[The input — start]
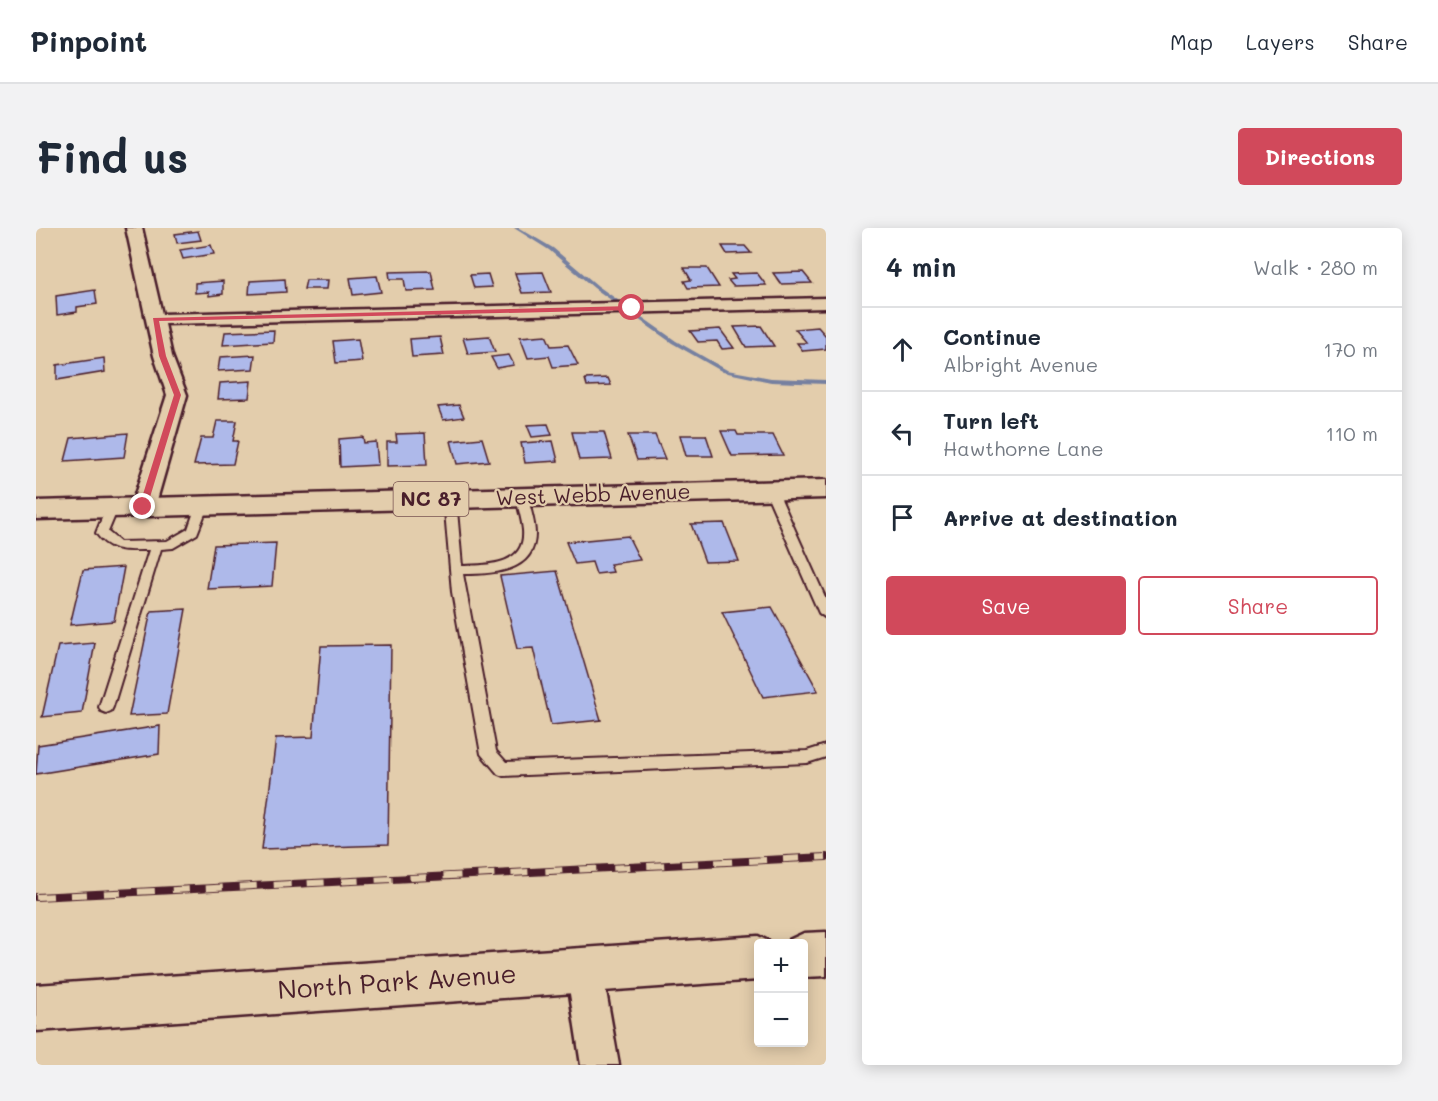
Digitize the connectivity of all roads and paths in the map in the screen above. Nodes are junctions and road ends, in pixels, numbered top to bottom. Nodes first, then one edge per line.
1 (134, 228) edge
2 (826, 303) edge
3 (156, 319) junction
4 (826, 489) edge
5 (771, 490) junction
6 (522, 497) junction
7 (450, 499) junction
8 (202, 506) junction
9 (143, 507) junction
10 (112, 508) junction
11 (36, 510) edge
12 (156, 545) junction
13 (456, 570) junction
14 (826, 613) edge
15 (106, 707) dead end
16 (826, 751) edge
17 (826, 954) edge
18 (808, 955) edge
19 (754, 958) edge
20 (584, 968) junction
21 (36, 1008) edge
22 (600, 1065) edge

1 - 3 street
2 - 3 street
3 - 9 street
4 - 5 main road, West Webb Avenue / NC 87
5 - 6 main road, West Webb Avenue / NC 87
5 - 14 lane
6 - 7 main road, West Webb Avenue / NC 87
6 - 13 lane
7 - 8 main road, West Webb Avenue / NC 87
7 - 13 lane
8 - 9 main road, West Webb Avenue / NC 87
8 - 12 lane
9 - 10 main road, West Webb Avenue / NC 87
10 - 11 main road, West Webb Avenue / NC 87
10 - 12 lane
12 - 15 lane
13 - 16 lane
17 - 18 main road
19 - 20 main road, North Park Avenue
20 - 21 main road, North Park Avenue
20 - 22 street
[The input — finish]
What you should do: The copy you write must hold every record verbatim and none of the pictures.

Response for this exercise:
Digitize the connectivity of all roads and paths in the map in the screen above. Nodes are junctions and road ends, in pixels, numbered top to bottom. Nodes first, then one edge per line.
1 (134, 228) edge
2 (826, 303) edge
3 (156, 319) junction
4 (826, 489) edge
5 (771, 490) junction
6 (522, 497) junction
7 (450, 499) junction
8 (202, 506) junction
9 (143, 507) junction
10 (112, 508) junction
11 (36, 510) edge
12 (156, 545) junction
13 (456, 570) junction
14 (826, 613) edge
15 (106, 707) dead end
16 (826, 751) edge
17 (826, 954) edge
18 (808, 955) edge
19 (754, 958) edge
20 (584, 968) junction
21 (36, 1008) edge
22 (600, 1065) edge

1 - 3 street
2 - 3 street
3 - 9 street
4 - 5 main road, West Webb Avenue / NC 87
5 - 6 main road, West Webb Avenue / NC 87
5 - 14 lane
6 - 7 main road, West Webb Avenue / NC 87
6 - 13 lane
7 - 8 main road, West Webb Avenue / NC 87
7 - 13 lane
8 - 9 main road, West Webb Avenue / NC 87
8 - 12 lane
9 - 10 main road, West Webb Avenue / NC 87
10 - 11 main road, West Webb Avenue / NC 87
10 - 12 lane
12 - 15 lane
13 - 16 lane
17 - 18 main road
19 - 20 main road, North Park Avenue
20 - 21 main road, North Park Avenue
20 - 22 street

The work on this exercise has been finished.